Another time I filled my cribs with 25 cent corn and held it for the summer market. When I was bid 49% cents a bushel, I jokingly told Mr. Worthy that I couldn’t figure fractions very well, and that I would wait for even money. Fifty cents was considered a high price for corn then—but usually when it would reach near that figure, the holders would begin to talk one dollar corn. It was a year when the corn speculators just didn’t know what to do, after the price began to slip.

Alpheus Kempton, over north of Netawaka near the Indian reservation, had 5,000 bushels stored on the farm. He told me he had been watching my cribs, and thought that maybe I had inside information of a come-back in prospect. I too had been watching some cribs, with similar thoughts. The Greenleaf-Baker firm had 20,000 bushels stored in two long cribs at Farmington. As I frequently traveled the railroad—on a pass—and noticed the corn had not been moved out, I thought that maybe, after all, I had not erred in letting the high bids get away from me. I told Mr. Baker that I had been watching his Farmington cribs for a reminder as to when it would be time for me to sell mine.

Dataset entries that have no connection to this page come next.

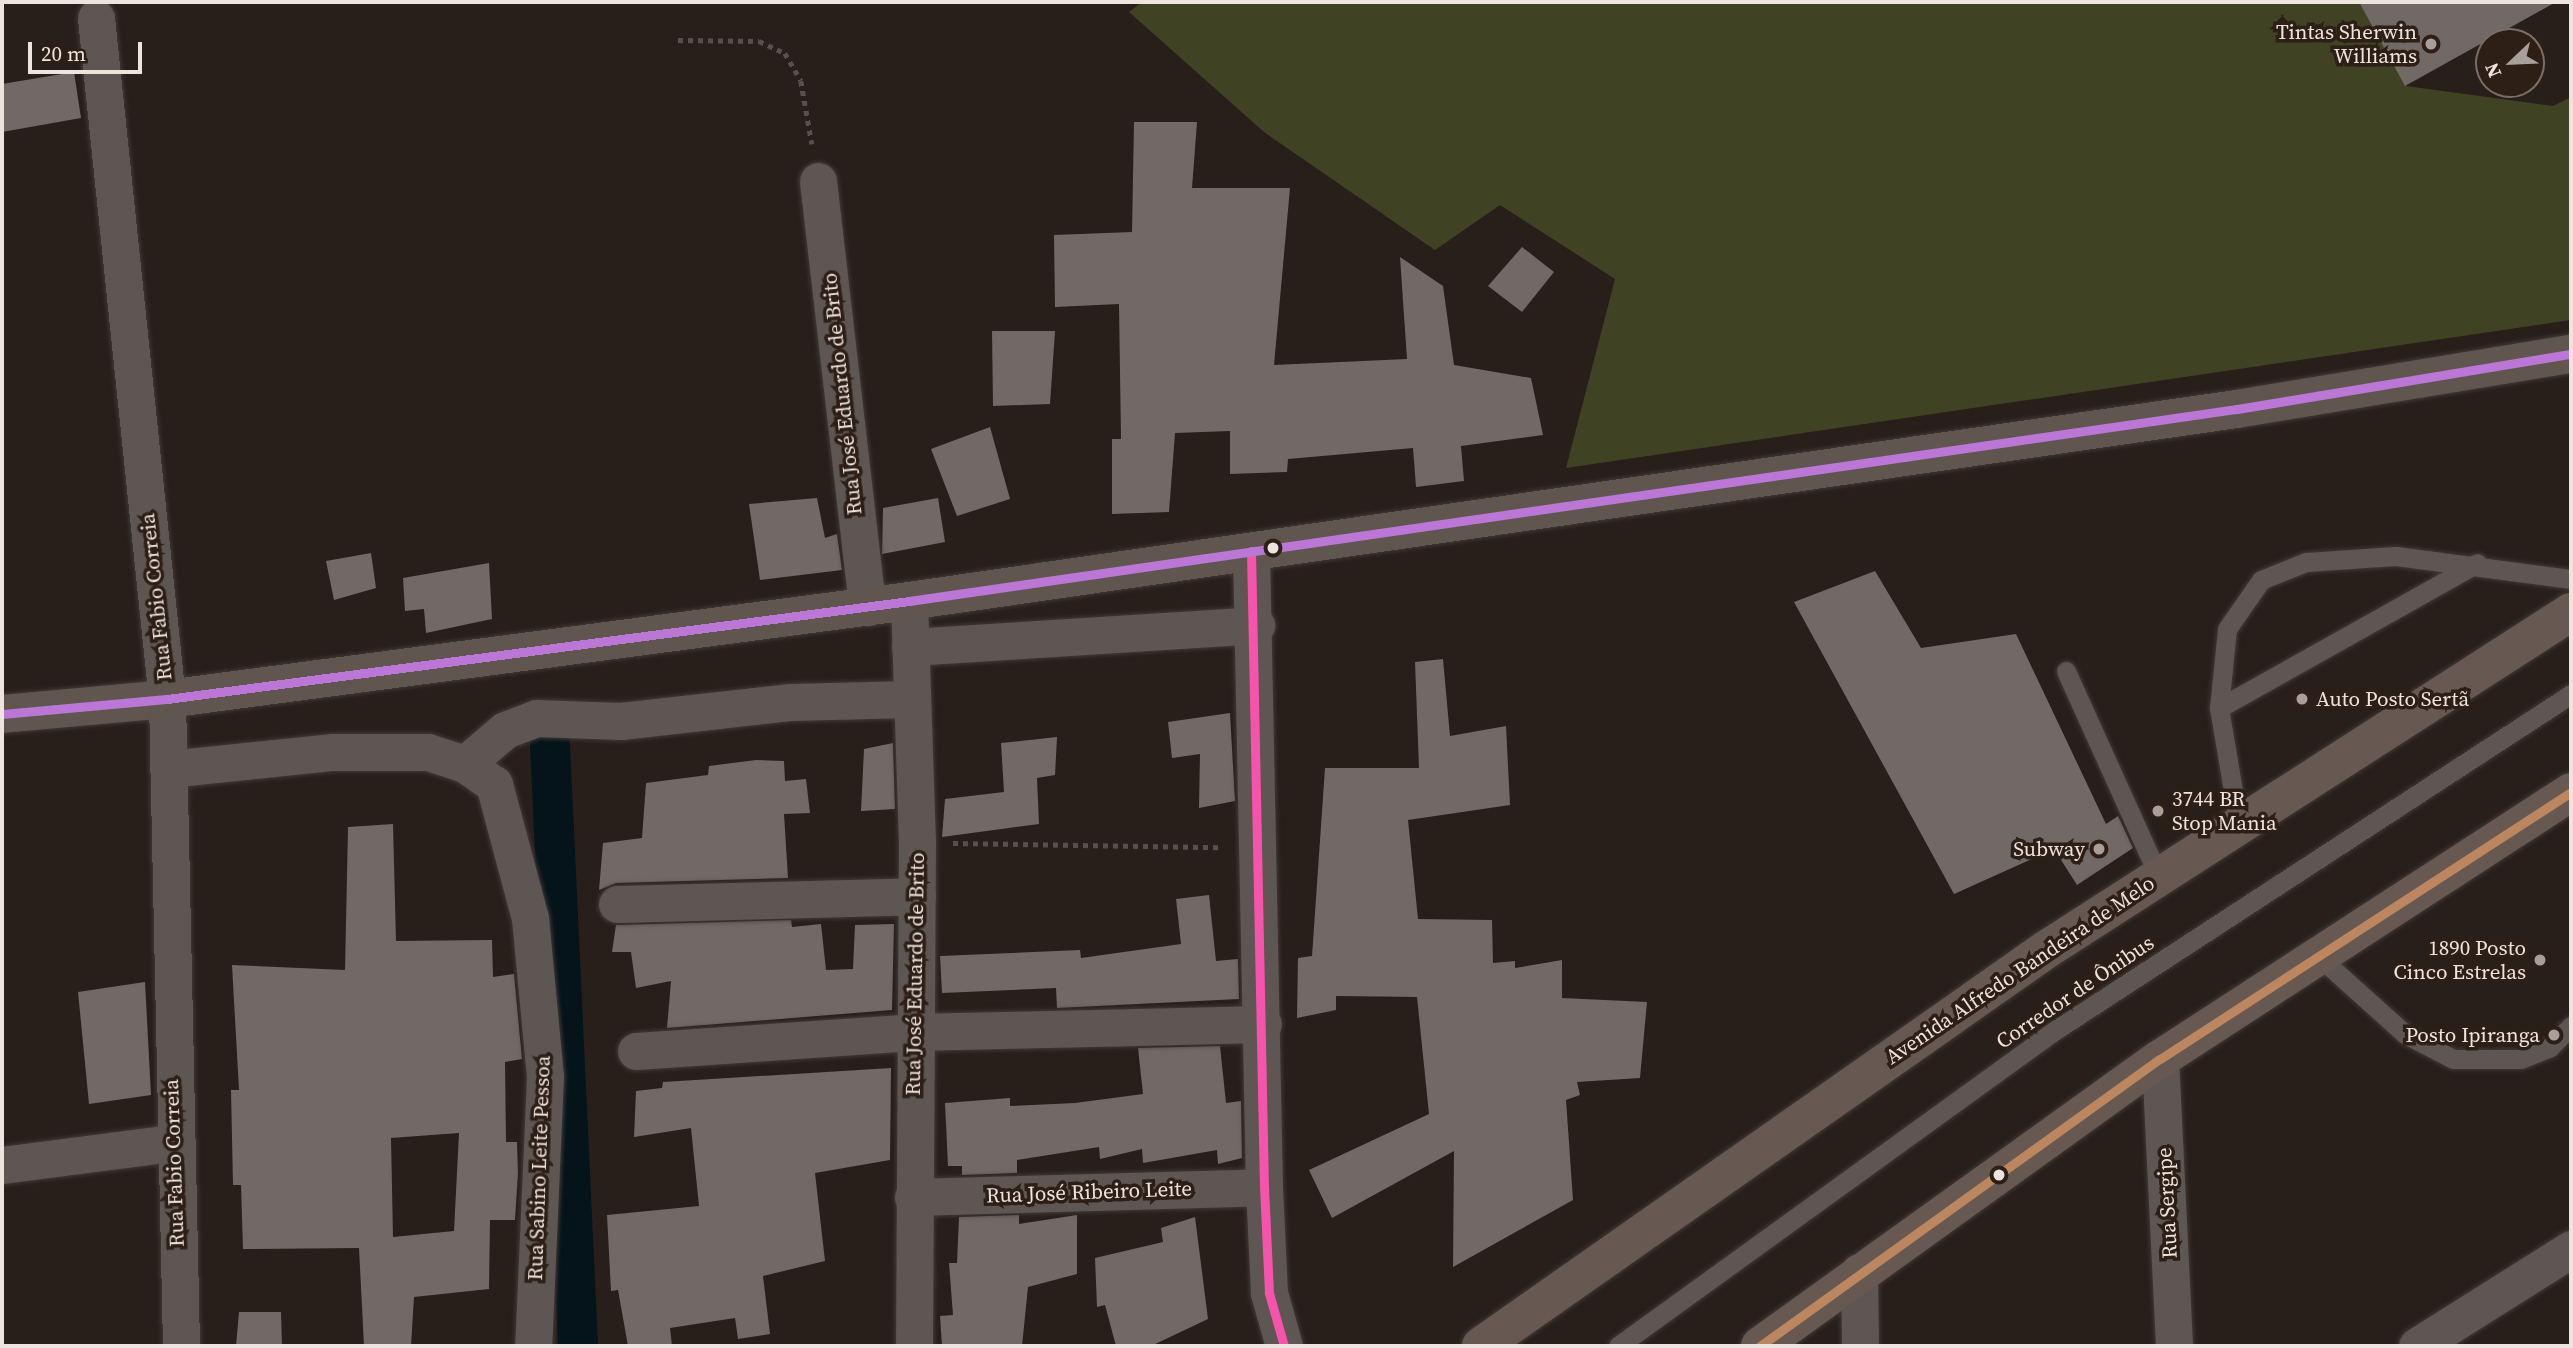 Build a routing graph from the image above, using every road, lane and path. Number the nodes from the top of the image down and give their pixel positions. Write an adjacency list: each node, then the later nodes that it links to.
1 (96, 18): 15 (street, Rua Fabio Correia)
2 (678, 40): 3 (path)
3 (818, 181): 9 (street, Rua José Eduardo de Brito)
4 (2571, 354): 5 (main road)
5 (1251, 551): 8 (main road); 11 (street)
6 (2477, 563): 7 (lane); 17 (lane); 17 (lane)
7 (2571, 579)
8 (909, 601): 9 (main road); 12 (street, Rua José Eduardo de Brito)
9 (867, 607): 15 (main road)
10 (2571, 612): 22 (highway, Avenida Alfredo Bandeira de Melo)
11 (1256, 625): 12 (street); 24 (street)
12 (910, 648): 16 (street, Rua José Eduardo de Brito)
13 (2066, 671): 25 (lane)
14 (2571, 694): 45 (lane, Corredor de Ônibus)
15 (167, 699): 18 (main road); 20 (street, Rua Fabio Correia)
16 (910, 699): 19 (street); 23 (street, Rua José Eduardo de Brito)
17 (2219, 708): 22 (lane)
18 (2, 713)
19 (465, 764): 20 (street, Rua Sabino Leite Pessoa); 41 (street, Rua Sabino Leite Pessoa)
20 (168, 769): 34 (street, Rua Fabio Correia)
21 (2571, 792): 28 (highway)
22 (2239, 826): 25 (highway, Avenida Alfredo Bandeira de Melo)
23 (917, 843): 24 (path); 26 (street, Rua José Eduardo de Brito)
24 (1259, 848): 29 (street)
25 (2159, 877): 44 (highway, Avenida Alfredo Bandeira de Melo)
26 (917, 896): 27 (street); 31 (street, Rua José Eduardo de Brito)
27 (617, 904)
28 (2317, 955): 30 (lane); 33 (highway)
29 (1263, 1024): 31 (street); 36 (street)
30 (2571, 1026)
31 (913, 1032): 32 (street); 37 (street, Rua José Eduardo de Brito)
32 (636, 1051)
33 (2160, 1059): 39 (highway); 48 (street, Rua Sergipe)
34 (172, 1143): 35 (street); 40 (street, Rua Fabio Correia)
35 (2, 1165)
36 (1264, 1187): 37 (street, Rua José Ribeiro Leite); 43 (street)
37 (914, 1197): 42 (street, Rua José Eduardo de Brito)
38 (2571, 1249): 49 (street)
39 (1859, 1272): 46 (highway); 47 (street)
40 (181, 1346)
41 (533, 1346)
42 (914, 1346)
43 (1284, 1346)
44 (1481, 1346)
45 (1618, 1346)
46 (1760, 1346)
47 (1860, 1346)
48 (2174, 1346)
49 (2417, 1346)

He laughed, saying, “I’ve sold it (on the Board) and bought it back probably twenty times.”

Well, Alpheus and I—we held our corn over another year—and then sold it for 301/2 cents a bushel. May I say that by this time I had brushed up on my arithmetic. And Christian or no, who is there to say I did not gamble that time? I still maintain that I gambled when I bought the corn. However, there were times when I sold 25-cent corn for 70 cents—and most of it went back to the country here. The only advantage that I could see in storing corn instead of buying it on the Board, was the possibility of striking a local market.

And again, I bought 5,000 bushels of wheat on the Chicago Board, at 61 cents a bushel, and margined it with $100. As the market advanced, I bought seven more five thousand bushel lots with the profits, making 40,000 bushels in all. It was a very dry time in Kansas, and wheat was jumping three to five cents a day—and had reached a fraction under $1.00 on the Thursday before Memorial Day, which of course would be a holiday, with no market.

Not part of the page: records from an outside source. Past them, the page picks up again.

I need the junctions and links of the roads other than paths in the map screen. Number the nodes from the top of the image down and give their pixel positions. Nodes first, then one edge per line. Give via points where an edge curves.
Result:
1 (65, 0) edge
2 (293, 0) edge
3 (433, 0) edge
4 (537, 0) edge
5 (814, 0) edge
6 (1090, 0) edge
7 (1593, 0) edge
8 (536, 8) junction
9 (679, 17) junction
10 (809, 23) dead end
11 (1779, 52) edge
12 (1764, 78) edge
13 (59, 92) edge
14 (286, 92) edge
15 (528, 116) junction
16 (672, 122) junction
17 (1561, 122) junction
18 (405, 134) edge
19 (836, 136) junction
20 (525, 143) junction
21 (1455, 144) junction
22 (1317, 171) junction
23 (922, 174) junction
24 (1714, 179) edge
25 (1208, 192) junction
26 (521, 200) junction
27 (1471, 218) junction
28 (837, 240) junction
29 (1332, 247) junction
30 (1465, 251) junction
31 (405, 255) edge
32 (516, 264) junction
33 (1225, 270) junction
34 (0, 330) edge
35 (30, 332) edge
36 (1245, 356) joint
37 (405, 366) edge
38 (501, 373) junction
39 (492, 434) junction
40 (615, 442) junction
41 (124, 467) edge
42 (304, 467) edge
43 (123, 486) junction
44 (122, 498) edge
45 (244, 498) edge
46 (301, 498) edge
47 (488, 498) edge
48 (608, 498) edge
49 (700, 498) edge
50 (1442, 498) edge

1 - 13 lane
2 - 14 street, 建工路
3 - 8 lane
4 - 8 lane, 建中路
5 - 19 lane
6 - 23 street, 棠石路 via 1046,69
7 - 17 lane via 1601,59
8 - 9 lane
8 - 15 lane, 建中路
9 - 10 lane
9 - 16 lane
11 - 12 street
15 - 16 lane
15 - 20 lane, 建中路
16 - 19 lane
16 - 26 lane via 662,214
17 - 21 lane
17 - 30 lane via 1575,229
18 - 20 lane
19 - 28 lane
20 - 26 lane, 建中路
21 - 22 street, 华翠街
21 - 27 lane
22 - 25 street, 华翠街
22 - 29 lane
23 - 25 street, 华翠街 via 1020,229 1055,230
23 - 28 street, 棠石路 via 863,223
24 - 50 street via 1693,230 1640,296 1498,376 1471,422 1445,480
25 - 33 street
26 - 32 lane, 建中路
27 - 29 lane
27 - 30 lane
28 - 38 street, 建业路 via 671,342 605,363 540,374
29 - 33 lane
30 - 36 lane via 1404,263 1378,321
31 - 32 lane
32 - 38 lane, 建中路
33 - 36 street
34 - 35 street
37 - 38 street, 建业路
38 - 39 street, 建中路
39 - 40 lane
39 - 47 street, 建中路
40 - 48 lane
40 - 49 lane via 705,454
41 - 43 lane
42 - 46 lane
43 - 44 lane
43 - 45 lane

My profit on the single $100 investment was now nearly $4,000.00. I had planned to get out before the close of the market on Thursday, because I did not want to run the risk of carrying the deal over the holiday. But the weather map, just in from Kansas City, indicated clear skies for Kansas over the week-end. This, coupled with the exuberant spirits of the excited dealers on the Atchison Board, caused me to change my mind. One more day of dry weather would likely double my earnings.

The weather man was wrong; horribly wrong.

It began raining in Wetmore about 10 o’clock that night. You’ve probably been lulled to sleep by rain patter on the roof. Believe me, there was no lullaby sleep in the constant rain patter on the roof over me that night. It rained off and on here all day Friday. Everyone I met on the street here exclaimed, “Fine rain, John!” I would say, “Yep”—and think something else. It was truly a $4,000.00 rain, in reverse—so far as I was concerned.

On Saturday morning, the speculators were back on the Atchison Board of Trade floor—to a man. The rain had washed their faces clean of all animation. Mr. Roper, working with telegraph instrument, rose and faced the weary-laden boys. “Gentlemen,” he said, “I’ve got good news — for nobody.” The death-like quiet for a fraction of a moment, as if we were standing in the Salt Lake Mormon tabernacle waiting for the usual pin-dropping demonstration, gave way to a concerted sigh. It had rained everywhere.

I sold 50,000 bushels at the opening. My profits were wiped out clean. The extra 10,000 bushels short sale made me $63.75 in about three minutes. And this, added to the return of my $100—and relief from liability—made me feel rich.

Though little or no wheat was grown here at that time, the Kansas wheat farmer was considered the biggest gambler of them all. Even so, having just got out of a big wheat deal, by “the skin of my teeth,” would it not be good business for me to take a “flyer” in some wheat land, and try growing the stuff?